The arrangement of the original was very stripped down and minimal. It was conceived on a Casio keyboard with a drum machine that had a chugging choo-choo train beat to it. Dexy was playing the bassline on the keyboards and I was strumming the power chords on guitar. In this version, I flipped around the Arrangement entirely: the chord progression I was originally playing on the guitar. I made the synth bass arpeggio that you hear. And the ethereal synthesizer pads in the new version are also playing the original progression that I was playing on the guitar. The percolating rhythm of the arpeggio in the synth bass is essentially emulating the choo-choo train drum beat rhythm of the original. I put a more dancy sequenced drum pattern in the new version. Then for the guitar parts in the new version, they are completely unique and unrelated to the original. I put my usual treatment of delay, chorus, and reverb on it and play my usual style of plucked arpeggios on the guitar for that. Then I added a middle section and an extended break for feel. In the final chorus I added a harmonized guitar. I changed a few of the lyrics, but the overall sentiment and emotional core of the song remains the same: Leave what happened behind you, move on, wait for the train to take you to your next destination. Where that is, only the stars know: the great unknown the waiting future. But one thing is for sure when the sky turns blue and black, it’s time to go…

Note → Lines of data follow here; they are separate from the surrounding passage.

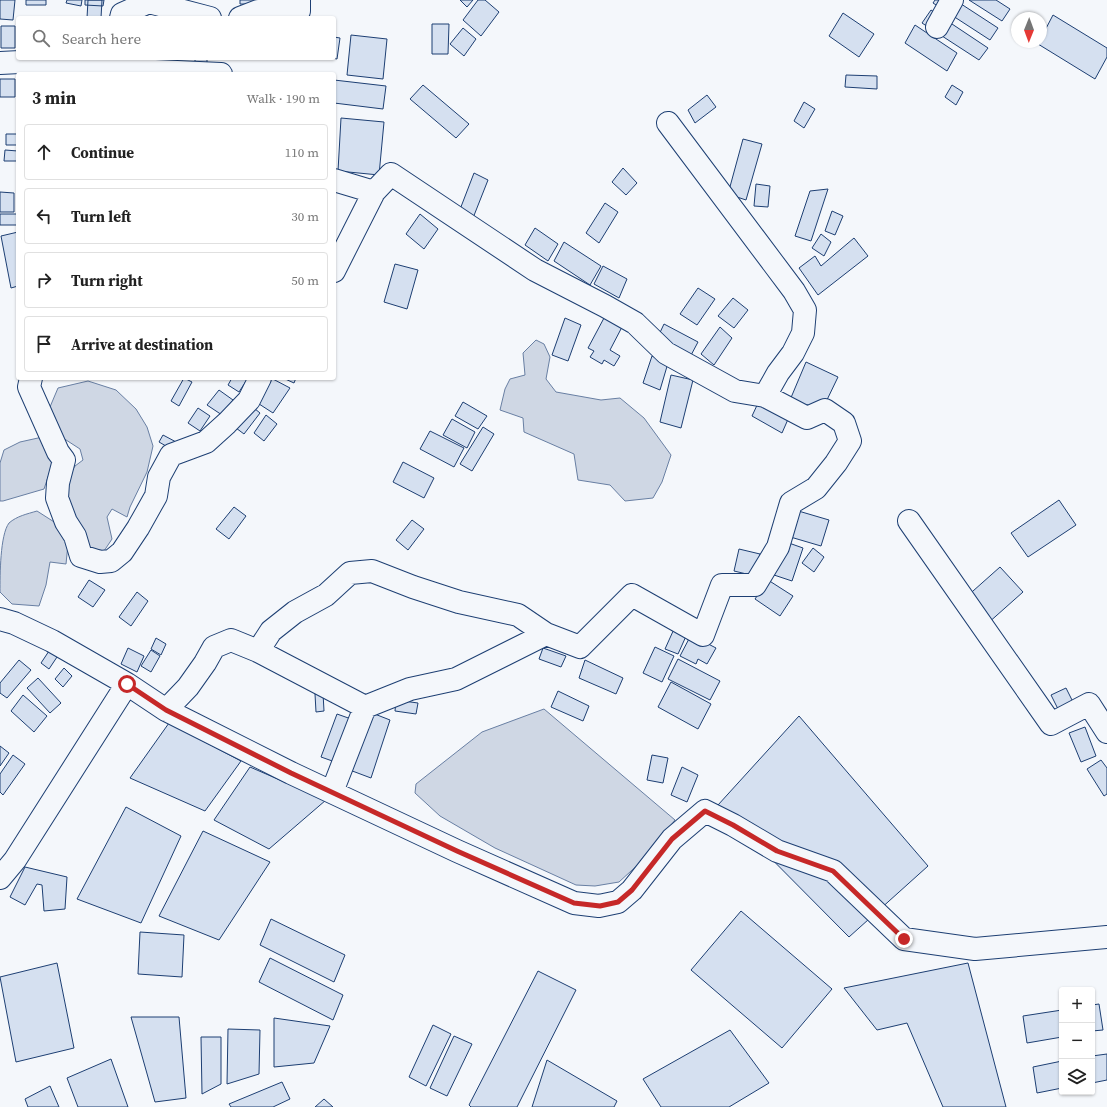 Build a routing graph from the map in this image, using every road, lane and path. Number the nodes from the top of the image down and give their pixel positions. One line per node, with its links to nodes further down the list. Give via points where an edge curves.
1 (299, 0): 5 (street, via 299,11 258,11)
2 (952, 0): 6 (street)
3 (122, 16): 4 (street, via 149,2)
4 (202, 16)
5 (245, 16)
6 (937, 27)
7 (0, 63): 8 (street)
8 (112, 63): 9 (street)
9 (201, 72)
10 (668, 123): 16 (street, via 794,291 805,310 803,333)
11 (336, 181): 12 (street)
12 (374, 192): 13 (street); 16 (street, via 391,174 535,270 635,323 666,353 735,391)
13 (336, 267)
14 (31, 380): 15 (street, via 29,387 64,460 57,498 63,516 75,536 81,556 100,562 110,561 122,552 138,528 156,496 159,477 171,455 206,442 249,400)
15 (259, 380)
16 (765, 396): 19 (street, via 807,418 825,410 844,423 850,441 816,488 791,503 778,547 755,585 722,585 703,635 632,595 580,647)
17 (909, 520): 24 (street, via 1050,724 1089,704)
18 (0, 619): 21 (street, via 52,641)
19 (546, 634): 20 (street, via 518,615 459,602 372,571 350,573 326,595 295,612 272,631); 22 (street, via 456,679 410,689)
20 (258, 651): 22 (street); 23 (street, via 231,640 214,648 188,687)
21 (127, 684): 23 (street); 26 (street)
22 (365, 707): 25 (street)
23 (166, 710): 25 (street)
24 (1107, 732)
25 (332, 792): 28 (street, via 574,903 600,906 618,902 632,890 672,839 705,811 777,851 833,871 904,939 975,949)
26 (7, 856): 27 (street)
27 (0, 878)
28 (1107, 937)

What impact do you hope this song will have on your audience?
I feel like it’s an immediately catchy and accessible tune. The dancy beat, the pulsating bass rhythm, the fluttery guitars, and lyrics that I feel like are universal and that anyone can relate to. In that sense, I hope it only builds on the momentum that I have currently generated with my first two singles. Dream Bodies is a new project that was only launched back in February.

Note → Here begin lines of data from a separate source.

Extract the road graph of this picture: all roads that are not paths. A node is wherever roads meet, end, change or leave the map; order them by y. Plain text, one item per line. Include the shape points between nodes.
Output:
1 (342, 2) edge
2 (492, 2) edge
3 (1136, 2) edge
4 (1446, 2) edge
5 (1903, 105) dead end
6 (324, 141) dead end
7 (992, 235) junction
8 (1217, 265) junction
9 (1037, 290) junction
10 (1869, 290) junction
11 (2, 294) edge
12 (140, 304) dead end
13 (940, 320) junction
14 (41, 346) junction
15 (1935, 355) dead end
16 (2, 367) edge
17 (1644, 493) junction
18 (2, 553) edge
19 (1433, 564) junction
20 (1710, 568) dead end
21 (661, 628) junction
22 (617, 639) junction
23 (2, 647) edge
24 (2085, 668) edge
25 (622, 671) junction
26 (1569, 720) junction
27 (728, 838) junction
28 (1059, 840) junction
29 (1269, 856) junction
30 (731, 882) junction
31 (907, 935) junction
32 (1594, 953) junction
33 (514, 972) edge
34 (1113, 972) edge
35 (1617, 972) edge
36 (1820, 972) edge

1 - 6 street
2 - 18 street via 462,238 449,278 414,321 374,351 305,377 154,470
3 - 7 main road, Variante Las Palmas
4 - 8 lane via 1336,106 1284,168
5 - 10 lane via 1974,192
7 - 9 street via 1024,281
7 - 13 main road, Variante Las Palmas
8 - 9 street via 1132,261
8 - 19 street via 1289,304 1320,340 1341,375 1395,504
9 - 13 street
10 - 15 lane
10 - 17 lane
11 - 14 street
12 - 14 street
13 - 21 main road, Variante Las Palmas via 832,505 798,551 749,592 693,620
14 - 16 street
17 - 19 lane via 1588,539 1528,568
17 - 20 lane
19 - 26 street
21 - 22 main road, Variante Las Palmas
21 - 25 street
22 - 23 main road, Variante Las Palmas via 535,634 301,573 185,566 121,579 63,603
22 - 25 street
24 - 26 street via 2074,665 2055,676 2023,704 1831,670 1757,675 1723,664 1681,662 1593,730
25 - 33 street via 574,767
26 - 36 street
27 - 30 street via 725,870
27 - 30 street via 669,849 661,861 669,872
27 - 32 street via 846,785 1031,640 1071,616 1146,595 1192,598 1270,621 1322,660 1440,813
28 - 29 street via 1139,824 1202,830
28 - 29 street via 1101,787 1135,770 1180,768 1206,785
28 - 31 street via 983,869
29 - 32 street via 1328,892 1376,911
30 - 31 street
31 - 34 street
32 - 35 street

What are some of the biggest challenges you have faced as a musician, and how did you overcome them?
That’s an interesting question and there are a lot of different answers. I could give you. But one that I feel is incredibly crucial to me as a creator, whether it being a musician or a writer or a poet, which I also do, is getting over being a perfectionist. While of course it’s good to have the very clear vision of what you’re trying to create in your mind, it can also be very paralyzing and stunt the creative flow when you’re in the middle of it to constantly be editing what you’re creating instead of just being in the moment and letting it come out, Then you can go back and edit things later and revamp and look at different versions, etc. but when you’re in the moment, you just have to have fun with it and not be overly critical, kind of like you would do when you were a child. You’re just enjoying the pure creative act. Much easier said than done, I will admit.
What do you enjoy most about performing live and connecting with your audience?

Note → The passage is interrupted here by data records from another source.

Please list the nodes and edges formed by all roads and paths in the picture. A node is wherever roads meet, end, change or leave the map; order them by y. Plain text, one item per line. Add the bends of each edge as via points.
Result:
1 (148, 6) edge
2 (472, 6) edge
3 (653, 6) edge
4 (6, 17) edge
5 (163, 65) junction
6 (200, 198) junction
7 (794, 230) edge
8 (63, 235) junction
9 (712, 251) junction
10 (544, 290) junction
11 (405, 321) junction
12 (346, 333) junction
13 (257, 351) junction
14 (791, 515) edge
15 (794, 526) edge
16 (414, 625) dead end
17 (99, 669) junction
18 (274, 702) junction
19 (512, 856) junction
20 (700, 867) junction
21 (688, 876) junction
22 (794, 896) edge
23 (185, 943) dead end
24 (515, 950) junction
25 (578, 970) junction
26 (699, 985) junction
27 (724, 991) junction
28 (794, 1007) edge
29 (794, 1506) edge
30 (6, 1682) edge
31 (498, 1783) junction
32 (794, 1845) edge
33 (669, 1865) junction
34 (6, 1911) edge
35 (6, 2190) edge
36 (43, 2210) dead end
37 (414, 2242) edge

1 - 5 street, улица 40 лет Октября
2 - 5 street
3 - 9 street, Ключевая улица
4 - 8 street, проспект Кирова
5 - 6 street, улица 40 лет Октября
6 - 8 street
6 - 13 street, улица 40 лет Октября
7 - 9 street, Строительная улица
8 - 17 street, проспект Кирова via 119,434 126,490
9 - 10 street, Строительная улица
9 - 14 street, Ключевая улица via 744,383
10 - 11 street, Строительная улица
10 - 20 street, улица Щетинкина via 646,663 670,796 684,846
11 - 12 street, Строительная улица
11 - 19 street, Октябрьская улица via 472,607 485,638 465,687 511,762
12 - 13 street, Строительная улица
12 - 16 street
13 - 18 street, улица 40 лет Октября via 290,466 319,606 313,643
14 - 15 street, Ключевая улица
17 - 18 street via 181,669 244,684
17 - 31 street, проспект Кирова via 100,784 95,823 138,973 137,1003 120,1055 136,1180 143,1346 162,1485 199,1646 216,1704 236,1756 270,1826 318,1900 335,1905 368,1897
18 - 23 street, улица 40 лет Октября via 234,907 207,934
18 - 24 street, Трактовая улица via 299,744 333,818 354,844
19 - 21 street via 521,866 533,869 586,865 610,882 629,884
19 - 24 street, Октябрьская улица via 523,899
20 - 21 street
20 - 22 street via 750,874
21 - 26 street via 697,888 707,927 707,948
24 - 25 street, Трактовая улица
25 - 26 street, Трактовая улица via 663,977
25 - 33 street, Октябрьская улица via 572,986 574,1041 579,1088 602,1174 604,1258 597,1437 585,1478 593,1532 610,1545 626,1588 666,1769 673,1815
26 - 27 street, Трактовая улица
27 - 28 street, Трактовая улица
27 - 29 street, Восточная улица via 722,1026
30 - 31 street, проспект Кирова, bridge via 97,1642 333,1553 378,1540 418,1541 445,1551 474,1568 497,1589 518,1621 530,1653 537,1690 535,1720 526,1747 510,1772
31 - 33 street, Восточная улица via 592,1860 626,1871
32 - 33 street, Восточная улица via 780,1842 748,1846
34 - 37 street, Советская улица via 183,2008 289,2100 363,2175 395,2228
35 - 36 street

Obviously performing live and creating and recording the music itself are two entirely different animals. For me, creating the songs and recording them is a very intimate and insular world. But when you perform them live, you’re giving them to people to hear and so you can’t be in your head or Introverted. If you’re making meditative music, sure. But people come to shows to hear music in a live setting, which is exciting because if they wanted to just hear the song in it’s original format, they would just stay at home and listen to headphones on their computer. But there’s something raw and real and vital and essentially untamable and unpredictable about performing live, even if you’re performing your own songs and you’ve done them 1 million times, every single set you play is different based upon your energy levelor your emotional connection with the song as it’s coming out of you. And that’s why people love going to live shows.